● Assignment
Search the data for "feConvolveMatrix". Return each matching line.

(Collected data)
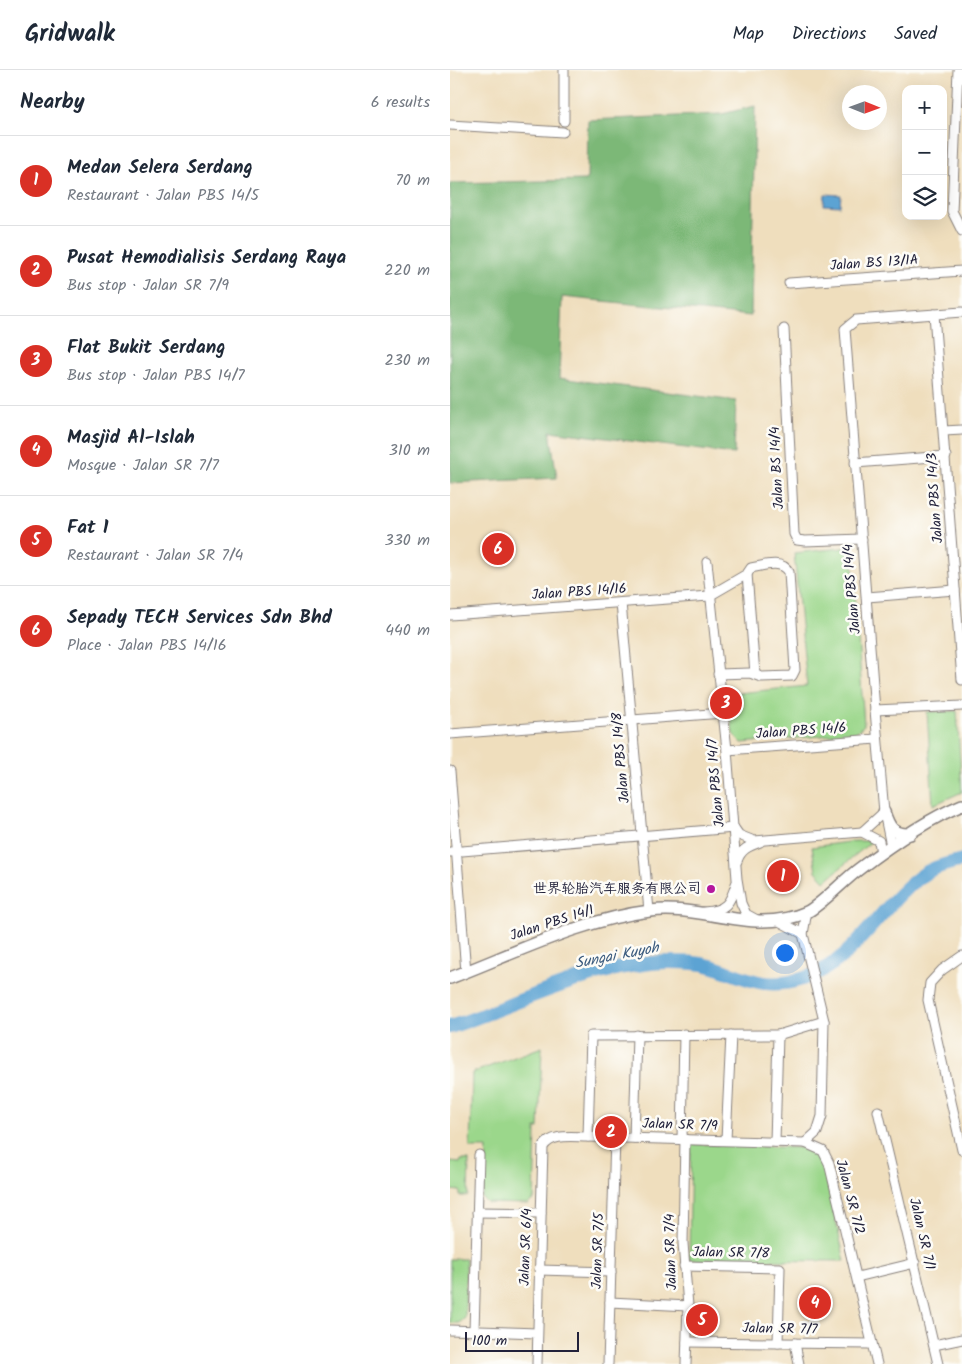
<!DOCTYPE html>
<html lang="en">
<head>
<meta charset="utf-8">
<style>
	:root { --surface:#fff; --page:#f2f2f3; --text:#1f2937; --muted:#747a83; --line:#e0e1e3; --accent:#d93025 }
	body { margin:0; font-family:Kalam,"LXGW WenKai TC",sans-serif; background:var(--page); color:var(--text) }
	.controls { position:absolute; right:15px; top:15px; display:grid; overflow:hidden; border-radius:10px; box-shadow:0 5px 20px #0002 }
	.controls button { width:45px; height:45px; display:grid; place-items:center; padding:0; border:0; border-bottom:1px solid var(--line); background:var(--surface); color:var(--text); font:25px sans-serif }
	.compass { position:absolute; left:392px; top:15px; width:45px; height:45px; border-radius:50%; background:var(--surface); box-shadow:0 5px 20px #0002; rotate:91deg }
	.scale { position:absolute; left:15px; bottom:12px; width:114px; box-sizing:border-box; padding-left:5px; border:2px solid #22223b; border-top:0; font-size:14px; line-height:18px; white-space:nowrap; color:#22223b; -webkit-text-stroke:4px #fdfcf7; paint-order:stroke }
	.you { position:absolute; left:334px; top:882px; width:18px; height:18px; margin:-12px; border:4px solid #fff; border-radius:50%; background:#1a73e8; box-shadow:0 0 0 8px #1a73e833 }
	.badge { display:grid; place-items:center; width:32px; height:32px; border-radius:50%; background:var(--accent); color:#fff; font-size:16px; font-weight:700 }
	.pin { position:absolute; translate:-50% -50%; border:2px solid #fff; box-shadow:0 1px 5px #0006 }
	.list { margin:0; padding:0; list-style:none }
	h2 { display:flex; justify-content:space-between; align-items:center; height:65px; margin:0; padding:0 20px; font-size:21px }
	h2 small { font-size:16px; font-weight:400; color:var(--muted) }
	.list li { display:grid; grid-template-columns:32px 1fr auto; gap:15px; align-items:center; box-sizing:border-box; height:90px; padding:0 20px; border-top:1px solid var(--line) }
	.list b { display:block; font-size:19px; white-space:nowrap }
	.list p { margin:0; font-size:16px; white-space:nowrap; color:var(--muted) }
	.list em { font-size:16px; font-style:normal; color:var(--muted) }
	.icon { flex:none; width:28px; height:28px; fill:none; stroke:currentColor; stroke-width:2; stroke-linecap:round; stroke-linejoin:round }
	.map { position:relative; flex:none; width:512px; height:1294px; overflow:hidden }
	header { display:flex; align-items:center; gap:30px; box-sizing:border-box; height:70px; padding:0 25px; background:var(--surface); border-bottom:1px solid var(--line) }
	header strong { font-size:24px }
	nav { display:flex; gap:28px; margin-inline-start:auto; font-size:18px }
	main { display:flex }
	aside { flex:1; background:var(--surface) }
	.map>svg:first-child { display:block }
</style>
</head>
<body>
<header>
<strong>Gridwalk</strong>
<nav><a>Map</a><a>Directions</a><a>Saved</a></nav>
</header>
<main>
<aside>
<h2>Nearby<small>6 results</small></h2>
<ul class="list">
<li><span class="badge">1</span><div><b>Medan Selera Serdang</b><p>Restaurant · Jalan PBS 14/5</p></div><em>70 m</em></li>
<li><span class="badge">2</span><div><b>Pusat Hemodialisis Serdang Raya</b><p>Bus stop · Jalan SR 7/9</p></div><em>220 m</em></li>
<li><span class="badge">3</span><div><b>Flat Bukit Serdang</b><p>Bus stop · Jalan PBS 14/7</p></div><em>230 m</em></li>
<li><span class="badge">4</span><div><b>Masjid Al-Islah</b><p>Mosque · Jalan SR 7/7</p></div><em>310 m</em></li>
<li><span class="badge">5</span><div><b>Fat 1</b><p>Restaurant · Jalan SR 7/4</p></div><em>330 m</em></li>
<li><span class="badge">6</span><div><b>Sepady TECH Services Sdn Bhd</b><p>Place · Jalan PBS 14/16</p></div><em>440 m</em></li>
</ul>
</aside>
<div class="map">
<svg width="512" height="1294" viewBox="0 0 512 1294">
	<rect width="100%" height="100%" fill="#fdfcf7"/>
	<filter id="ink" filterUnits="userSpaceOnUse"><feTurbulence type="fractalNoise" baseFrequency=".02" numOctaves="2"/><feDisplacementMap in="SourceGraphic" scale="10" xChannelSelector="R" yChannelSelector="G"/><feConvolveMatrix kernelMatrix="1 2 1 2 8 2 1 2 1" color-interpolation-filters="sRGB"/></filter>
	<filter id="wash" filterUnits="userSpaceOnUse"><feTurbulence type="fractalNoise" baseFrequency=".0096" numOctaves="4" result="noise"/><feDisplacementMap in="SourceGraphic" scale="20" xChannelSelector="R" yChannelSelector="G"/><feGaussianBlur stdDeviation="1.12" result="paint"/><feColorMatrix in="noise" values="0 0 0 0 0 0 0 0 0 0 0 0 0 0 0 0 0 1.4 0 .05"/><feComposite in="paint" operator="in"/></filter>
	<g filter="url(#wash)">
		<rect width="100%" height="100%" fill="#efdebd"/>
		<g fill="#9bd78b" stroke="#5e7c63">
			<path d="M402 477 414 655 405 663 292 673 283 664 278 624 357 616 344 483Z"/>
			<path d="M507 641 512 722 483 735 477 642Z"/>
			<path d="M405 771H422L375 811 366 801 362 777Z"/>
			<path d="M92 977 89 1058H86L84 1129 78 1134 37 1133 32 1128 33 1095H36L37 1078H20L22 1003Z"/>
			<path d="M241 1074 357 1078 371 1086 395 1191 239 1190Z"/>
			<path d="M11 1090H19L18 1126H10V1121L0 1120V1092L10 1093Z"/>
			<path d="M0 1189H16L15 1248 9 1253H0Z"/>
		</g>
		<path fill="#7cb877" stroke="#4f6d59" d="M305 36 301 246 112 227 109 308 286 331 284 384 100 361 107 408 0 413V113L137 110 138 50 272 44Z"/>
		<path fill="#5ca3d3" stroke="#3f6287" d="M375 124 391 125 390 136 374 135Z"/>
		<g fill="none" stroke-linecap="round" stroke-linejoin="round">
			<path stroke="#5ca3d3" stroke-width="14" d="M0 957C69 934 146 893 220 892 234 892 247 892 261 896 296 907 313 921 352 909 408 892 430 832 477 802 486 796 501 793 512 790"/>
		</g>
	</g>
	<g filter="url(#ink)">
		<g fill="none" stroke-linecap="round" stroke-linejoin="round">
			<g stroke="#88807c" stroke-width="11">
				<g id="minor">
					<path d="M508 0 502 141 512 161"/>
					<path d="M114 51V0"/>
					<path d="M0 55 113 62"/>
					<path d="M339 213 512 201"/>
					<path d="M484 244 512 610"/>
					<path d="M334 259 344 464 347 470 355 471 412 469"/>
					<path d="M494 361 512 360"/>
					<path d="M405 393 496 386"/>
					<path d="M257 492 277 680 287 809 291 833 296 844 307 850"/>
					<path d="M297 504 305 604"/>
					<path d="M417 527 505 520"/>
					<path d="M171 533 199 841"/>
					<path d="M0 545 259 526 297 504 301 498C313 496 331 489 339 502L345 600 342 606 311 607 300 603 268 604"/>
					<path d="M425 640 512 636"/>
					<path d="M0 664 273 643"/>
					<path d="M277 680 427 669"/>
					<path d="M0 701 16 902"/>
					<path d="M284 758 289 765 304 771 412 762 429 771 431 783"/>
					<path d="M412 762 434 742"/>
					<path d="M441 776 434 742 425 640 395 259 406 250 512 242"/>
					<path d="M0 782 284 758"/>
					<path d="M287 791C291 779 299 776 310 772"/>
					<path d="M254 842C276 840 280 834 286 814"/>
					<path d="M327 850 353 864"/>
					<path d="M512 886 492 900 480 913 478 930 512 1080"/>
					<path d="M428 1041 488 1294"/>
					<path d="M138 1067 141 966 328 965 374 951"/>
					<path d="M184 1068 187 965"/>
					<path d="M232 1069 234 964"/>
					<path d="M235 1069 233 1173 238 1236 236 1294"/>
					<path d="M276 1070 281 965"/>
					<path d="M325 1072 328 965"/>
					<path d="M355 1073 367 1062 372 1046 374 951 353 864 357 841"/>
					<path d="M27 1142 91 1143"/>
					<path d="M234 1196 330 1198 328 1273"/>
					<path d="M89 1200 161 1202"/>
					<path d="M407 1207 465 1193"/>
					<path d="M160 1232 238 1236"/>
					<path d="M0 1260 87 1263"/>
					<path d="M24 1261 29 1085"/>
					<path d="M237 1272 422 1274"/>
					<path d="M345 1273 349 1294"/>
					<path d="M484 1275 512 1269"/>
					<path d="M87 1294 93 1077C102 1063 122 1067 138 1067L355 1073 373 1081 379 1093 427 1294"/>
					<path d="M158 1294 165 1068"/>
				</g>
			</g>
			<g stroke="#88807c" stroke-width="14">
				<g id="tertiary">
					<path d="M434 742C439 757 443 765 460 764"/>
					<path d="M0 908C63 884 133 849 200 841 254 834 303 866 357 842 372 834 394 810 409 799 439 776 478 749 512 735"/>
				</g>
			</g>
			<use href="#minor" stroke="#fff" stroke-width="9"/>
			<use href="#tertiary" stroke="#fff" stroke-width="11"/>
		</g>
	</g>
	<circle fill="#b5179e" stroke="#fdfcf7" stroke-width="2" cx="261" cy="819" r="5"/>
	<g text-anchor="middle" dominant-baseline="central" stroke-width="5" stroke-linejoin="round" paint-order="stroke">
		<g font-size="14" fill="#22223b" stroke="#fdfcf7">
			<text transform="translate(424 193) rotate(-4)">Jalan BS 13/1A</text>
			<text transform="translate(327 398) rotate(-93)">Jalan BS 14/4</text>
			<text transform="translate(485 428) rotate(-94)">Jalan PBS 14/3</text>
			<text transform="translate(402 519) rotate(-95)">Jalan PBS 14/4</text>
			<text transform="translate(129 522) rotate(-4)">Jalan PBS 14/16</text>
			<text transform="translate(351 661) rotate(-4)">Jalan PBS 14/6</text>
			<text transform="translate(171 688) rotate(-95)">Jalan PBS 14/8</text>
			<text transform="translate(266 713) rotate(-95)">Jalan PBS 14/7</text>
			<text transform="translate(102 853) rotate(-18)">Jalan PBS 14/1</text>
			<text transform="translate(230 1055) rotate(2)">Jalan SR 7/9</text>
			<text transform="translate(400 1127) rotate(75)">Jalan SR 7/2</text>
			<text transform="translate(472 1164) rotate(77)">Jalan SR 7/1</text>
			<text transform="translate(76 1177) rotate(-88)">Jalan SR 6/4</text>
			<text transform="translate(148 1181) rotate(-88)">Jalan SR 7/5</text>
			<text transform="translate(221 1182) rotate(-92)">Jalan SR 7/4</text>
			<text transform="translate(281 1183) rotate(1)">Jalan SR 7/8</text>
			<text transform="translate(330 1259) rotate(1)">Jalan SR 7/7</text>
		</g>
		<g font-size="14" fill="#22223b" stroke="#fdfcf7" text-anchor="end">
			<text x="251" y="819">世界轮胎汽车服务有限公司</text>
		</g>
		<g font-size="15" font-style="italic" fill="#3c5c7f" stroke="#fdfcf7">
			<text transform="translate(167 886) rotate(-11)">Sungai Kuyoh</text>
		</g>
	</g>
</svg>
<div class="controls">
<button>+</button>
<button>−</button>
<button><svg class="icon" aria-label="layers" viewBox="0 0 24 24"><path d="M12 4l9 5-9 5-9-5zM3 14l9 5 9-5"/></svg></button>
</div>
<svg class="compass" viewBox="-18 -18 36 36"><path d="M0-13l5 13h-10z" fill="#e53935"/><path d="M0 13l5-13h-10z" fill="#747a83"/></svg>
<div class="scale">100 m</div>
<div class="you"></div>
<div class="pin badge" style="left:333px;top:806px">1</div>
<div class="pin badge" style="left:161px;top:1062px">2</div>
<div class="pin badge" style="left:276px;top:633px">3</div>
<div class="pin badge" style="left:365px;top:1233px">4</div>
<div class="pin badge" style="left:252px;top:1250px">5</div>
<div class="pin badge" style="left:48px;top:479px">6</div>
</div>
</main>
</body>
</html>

* * *

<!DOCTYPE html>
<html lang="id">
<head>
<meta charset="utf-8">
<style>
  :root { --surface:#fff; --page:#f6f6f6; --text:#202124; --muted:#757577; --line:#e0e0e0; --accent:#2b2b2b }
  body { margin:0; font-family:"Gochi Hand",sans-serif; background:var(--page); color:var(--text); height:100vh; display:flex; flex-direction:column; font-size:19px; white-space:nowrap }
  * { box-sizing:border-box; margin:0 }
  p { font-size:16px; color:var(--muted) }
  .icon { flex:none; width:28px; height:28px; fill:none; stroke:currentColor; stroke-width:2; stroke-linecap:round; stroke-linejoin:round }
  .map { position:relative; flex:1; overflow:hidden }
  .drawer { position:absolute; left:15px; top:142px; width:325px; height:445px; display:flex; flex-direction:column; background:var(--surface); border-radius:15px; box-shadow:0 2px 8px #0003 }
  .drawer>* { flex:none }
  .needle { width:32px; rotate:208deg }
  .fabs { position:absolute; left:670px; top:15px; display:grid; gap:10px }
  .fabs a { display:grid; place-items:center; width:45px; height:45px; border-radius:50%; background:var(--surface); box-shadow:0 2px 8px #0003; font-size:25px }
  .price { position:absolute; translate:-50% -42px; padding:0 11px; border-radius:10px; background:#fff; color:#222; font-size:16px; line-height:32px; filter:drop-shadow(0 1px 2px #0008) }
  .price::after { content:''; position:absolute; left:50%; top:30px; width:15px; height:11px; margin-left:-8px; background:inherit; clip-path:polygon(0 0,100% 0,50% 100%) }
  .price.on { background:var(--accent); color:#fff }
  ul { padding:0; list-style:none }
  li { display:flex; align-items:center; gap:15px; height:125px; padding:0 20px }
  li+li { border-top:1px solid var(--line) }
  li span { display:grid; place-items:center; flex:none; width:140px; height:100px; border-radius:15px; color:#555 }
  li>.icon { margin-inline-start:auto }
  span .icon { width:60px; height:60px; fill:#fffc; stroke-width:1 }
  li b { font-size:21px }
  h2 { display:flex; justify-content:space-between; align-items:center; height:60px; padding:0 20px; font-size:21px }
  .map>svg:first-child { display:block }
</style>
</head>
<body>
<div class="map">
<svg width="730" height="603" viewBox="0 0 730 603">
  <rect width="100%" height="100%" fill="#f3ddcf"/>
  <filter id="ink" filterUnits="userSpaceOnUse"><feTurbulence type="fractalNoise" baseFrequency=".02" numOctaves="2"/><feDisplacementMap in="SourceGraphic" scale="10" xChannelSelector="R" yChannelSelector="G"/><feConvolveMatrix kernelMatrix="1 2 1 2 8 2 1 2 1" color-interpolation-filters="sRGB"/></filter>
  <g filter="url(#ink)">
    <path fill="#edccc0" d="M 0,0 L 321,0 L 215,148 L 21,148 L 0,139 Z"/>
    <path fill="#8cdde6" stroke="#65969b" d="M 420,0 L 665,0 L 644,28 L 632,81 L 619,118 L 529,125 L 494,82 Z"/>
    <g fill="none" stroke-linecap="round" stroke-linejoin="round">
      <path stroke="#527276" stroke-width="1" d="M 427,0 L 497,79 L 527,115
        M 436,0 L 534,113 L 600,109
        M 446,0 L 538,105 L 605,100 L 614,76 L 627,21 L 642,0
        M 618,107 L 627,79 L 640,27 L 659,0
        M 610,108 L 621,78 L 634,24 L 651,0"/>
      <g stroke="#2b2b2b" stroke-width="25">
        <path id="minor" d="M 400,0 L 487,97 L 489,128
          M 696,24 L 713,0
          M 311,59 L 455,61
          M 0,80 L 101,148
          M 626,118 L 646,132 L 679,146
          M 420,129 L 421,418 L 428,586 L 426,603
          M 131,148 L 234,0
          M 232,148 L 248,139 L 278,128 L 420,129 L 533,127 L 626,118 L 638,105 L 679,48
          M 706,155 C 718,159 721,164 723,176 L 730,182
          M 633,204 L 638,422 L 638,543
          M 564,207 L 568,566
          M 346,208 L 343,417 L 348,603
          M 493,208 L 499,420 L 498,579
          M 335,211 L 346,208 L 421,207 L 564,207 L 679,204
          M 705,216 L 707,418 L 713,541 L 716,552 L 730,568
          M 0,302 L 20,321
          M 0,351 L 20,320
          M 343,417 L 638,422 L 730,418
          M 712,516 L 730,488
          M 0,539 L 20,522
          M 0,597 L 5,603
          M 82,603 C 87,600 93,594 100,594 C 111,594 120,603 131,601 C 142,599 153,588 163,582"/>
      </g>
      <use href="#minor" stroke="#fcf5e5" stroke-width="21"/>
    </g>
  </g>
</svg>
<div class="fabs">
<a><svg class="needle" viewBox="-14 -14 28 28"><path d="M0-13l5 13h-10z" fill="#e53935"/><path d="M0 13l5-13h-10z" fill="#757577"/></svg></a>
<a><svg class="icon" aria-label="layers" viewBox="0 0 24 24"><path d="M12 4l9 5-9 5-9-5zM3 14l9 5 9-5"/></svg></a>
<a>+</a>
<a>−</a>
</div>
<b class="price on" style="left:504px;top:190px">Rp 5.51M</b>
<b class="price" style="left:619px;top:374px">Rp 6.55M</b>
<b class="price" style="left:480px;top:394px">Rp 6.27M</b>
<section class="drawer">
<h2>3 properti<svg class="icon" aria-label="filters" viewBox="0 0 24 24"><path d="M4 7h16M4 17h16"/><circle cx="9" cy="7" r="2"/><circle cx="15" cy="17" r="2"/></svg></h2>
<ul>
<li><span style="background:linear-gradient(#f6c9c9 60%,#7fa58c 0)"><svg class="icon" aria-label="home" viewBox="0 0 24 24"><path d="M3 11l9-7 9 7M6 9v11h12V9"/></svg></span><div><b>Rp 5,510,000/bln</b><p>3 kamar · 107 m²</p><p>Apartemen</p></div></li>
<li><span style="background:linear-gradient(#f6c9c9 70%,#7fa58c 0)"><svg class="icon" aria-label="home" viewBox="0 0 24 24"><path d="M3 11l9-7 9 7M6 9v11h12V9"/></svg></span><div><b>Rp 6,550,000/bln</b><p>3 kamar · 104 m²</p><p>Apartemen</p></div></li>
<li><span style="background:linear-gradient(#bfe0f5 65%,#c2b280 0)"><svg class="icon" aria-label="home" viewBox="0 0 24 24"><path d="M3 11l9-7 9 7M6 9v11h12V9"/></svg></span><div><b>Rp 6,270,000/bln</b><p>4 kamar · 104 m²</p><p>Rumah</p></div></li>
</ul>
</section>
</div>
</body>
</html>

● Exercise solution
	<filter id="ink" filterUnits="userSpaceOnUse"><feTurbulence type="fractalNoise" baseFrequency=".02" numOctaves="2"/><feDisplacementMap in="SourceGraphic" scale="10" xChannelSelector="R" yChannelSelector="G"/><feConvolveMatrix kernelMatrix="1 2 1 2 8 2 1 2 1" color-interpolation-filters="sRGB"/></filter>
  <filter id="ink" filterUnits="userSpaceOnUse"><feTurbulence type="fractalNoise" baseFrequency=".02" numOctaves="2"/><feDisplacementMap in="SourceGraphic" scale="10" xChannelSelector="R" yChannelSelector="G"/><feConvolveMatrix kernelMatrix="1 2 1 2 8 2 1 2 1" color-interpolation-filters="sRGB"/></filter>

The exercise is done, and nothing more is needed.